Germaine Dulac (1922)

La Souriante Madame Beudet

Germaine DULAC s'avère inspirée lorsqu'il s'agit de traiter de la mésentente conjugale et de la condition féminine dans le système patriarcal. Madame Beudet est une déclinaison moderne de Madame Bovary, cette provinciale cultivée qui dépérit au milieu de l'étroitesse d'esprit des gens de son entourage et dans un mariage bourgeois avec le mesquin et brutal M. Beudet commerçant drapier de son état. Elle ne trouve de satisfaction que dans l'évasion toute relative que lui procurent les livres et la musique, quand son tyran de mari ne l'empêche pas de jouer du piano. Elle se venge donc en pensée de lui (une partie du film repose sur l'onirisme via des techniques cinématographiques telles que la surimpression) avant de commettre dans la réalité un geste potentiellement irréparable. Ce que filme Germaine DULAC va au-delà de la simple incommunicabilité. Cela relève de l'aversion presque épidermique. Quand M. Beudet mange sa soupe, le dégoût qu'il inspire à son épouse est palpable aux crispations de son visage et on sent presque l'air se raréfier quand il s'approche d'elle. C'est tout son art impressionniste qui s'exprime ici. Mais l'hostilité est réciproque car au visage fermé, atone de Mme Beudet (le titre est une antiphrase) répond le visage grimaçant de son mari dont la violence est à peine contenue. En effet le simulacre de suicide par lequel il tente de faire réagir son épouse (qui l'ignore) se transforme rapidement en tentative de meurtre. Auparavant, il avait passé sa rage sur une poupée à qui il avait arraché la tête. Cela en dit long, très long sur le degré de frustration, de refoulement (notamment sexuel) du personnage. Mais de façon très ironique, la tragédie se dérobe sous les pieds de la médiocrité petite-bourgeoise et le couple se voit condamner à cohabiter par habitude jusqu'à la fin de ses jours. L'arrière-plan façon théâtre de guignol m'a fait penser aux propos de Lacenaire dans "Les Enfants du Paradis" (1943):
"Lacenaire: je mets la dernière main à une chose tout à fait passionnante, et qui fera du bruit.

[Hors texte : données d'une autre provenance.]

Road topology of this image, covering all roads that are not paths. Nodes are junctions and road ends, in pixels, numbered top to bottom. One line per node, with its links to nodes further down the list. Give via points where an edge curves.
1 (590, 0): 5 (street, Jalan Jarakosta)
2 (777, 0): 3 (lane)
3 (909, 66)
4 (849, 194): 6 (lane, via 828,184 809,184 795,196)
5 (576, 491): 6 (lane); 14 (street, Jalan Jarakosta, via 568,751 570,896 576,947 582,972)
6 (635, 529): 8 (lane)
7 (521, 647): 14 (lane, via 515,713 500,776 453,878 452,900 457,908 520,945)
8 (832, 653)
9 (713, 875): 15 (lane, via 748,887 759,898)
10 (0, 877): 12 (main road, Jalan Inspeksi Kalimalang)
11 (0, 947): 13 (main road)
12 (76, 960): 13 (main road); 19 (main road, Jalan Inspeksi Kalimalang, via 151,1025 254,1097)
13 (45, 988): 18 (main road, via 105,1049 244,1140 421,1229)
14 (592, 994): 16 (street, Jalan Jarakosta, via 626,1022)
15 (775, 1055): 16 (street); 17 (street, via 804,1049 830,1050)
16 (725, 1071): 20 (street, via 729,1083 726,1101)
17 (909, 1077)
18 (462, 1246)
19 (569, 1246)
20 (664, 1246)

Édouard de Montray : Une tragédie, sans doute.
Lacenaire : Non, un vaudeville. Une farce. Ou une tragédie, pourquoi pas, si vous préférez. C’est pareil, tout cela. Aucune différence. Ou si peu de différence. Par exemple, quand un roi est trompé, c’est une tragédie, un drame de la fidélité. Ce n’est pas sa femme qui le trompe…
Frédéric : … non, c’est la fatalité.
Lacenaire : Oui, la fatalité. Mais s’il s’agit d’un pauvre diable comme vous et moi, monsieur de Montray – et, quand je dis moi, c’est une façon de parler – alors ce n’est plus une tragédie : c’est une bouffonnerie, une lamentable histoire de cornard."